Pour lui, cette métaphore invite à repenser les rapports culturels entre l’Afrique et l’Occident. «Nous avons beaucoup aimé les choses des Blancs. Peut-être est-il temps qu’eux aussi apprennent à aimer les nôtres et que nous sachions promouvoir nos cultures comme ils le font pour les leurs», soutient-il. Le film aborde également la question du rapport complexe que les Africains entretiennent avec l’Occident. À travers le personnage d’Aristide, chauffeur camerounais titulaire de deux doctorats mais contraint de conduire une voiture pour vivre, le film met en lumière les paradoxes de la migration et des rêves européens. « Beaucoup d’Africains sont partis vivre en Europe. Aujourd’hui, ils sont âgés et on peut faire le bilan. Il est important que ceux qui y ont vécu viennent raconter ce que c’est réellement », estime le cinéaste. Cette réflexion se double d’un regard presque poétique sur l’Afrique, que le film présente comme un espace de richesse culturelle et humaine souvent méconnue.

« Cette femme qui possède tout découvre, à travers les récits de son chauffeur, les trésors de l’Afrique. Elle en vient presque à fantasmer ce continent », explique-t-il. Jean‑Pierre Bekolo a réalisé ce film avec des moyens limités. Le tournage s’est déroulé entièrement en studio et sur une période très courte. « Je n’avais pas les moyens de garder les comédiens plus de dix jours. Nous avons donc tourné le film en dix jours. C’est une manière de montrer que la technique peut être une solution pour les cinéastes africains », souligne-t-il. Pour lui, la technologie doit devenir un outil d’émancipation pour les créateurs africains. «La technique doit être l’outil du pauvre. Mais on nous fait croire que c’est la chose des riches. Or, nous devons apprendre à nous l’approprier pour raconter nos histoires », nuance le réalisateur.

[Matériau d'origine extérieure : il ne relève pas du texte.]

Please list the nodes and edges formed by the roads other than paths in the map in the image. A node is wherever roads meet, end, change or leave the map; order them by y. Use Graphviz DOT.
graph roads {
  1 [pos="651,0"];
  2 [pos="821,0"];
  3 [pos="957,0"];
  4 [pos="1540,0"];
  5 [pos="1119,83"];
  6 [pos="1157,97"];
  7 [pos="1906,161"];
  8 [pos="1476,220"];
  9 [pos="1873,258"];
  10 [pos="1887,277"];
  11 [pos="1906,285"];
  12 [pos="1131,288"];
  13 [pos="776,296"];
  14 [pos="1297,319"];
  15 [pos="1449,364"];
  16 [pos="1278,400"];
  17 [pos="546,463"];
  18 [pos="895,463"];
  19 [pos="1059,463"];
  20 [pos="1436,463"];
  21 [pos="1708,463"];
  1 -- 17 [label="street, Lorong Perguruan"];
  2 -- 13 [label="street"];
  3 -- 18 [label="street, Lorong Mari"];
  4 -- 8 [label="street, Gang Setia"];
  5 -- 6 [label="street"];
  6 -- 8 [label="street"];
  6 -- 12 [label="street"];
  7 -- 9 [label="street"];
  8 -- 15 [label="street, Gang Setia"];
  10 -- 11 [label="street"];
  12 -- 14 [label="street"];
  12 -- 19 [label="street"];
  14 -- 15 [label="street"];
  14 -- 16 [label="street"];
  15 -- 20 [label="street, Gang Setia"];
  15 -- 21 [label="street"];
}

Former la nouvelle génération

La présence du cinéaste à Cotonou ne s’est pas limitée à la projection du film. Durant son séjour, il a animé plusieurs master class et ateliers destinés aux étudiants et professionnels du secteur culturel. « Rencontrer les étudiants est un devoir. Ce sont eux la relève. Notre travail consiste à transmettre ce que nous avons appris afin que l’espoir placé dans la jeunesse africaine ne soit pas un faux espoir », affirme-t-il. Pour les responsables culturels béninois, cette rencontre constitue un moment fort pour l’écosystème artistique local. La directrice des arts visuels de l’Agence de développement des arts et de la culture, Yassine Agnikè Lassissi, souligne l’importance de ces échanges entre professionnels confirmés et jeunes créateurs. Selon elle, l’accompagnement des artistes et des acteurs culturels demeure une mission essentielle de l’institution. « Ce type d’initiative est fondamental. Au-delà des écoles, il permet aux jeunes de rencontrer des professionnels, de découvrir leur parcours et d’échanger avec eux. C’est une véritable transmission d’expérience», explique-t-elle. Dans une Afrique en quête de nouveaux récits et de nouvelles images, la démarche de Jean‑Pierre Bekolo rappelle que le cinéma peut être un outil puissant pour interroger les réalités sociales, déconstruire les mythes et redonner confiance aux cultures africaines.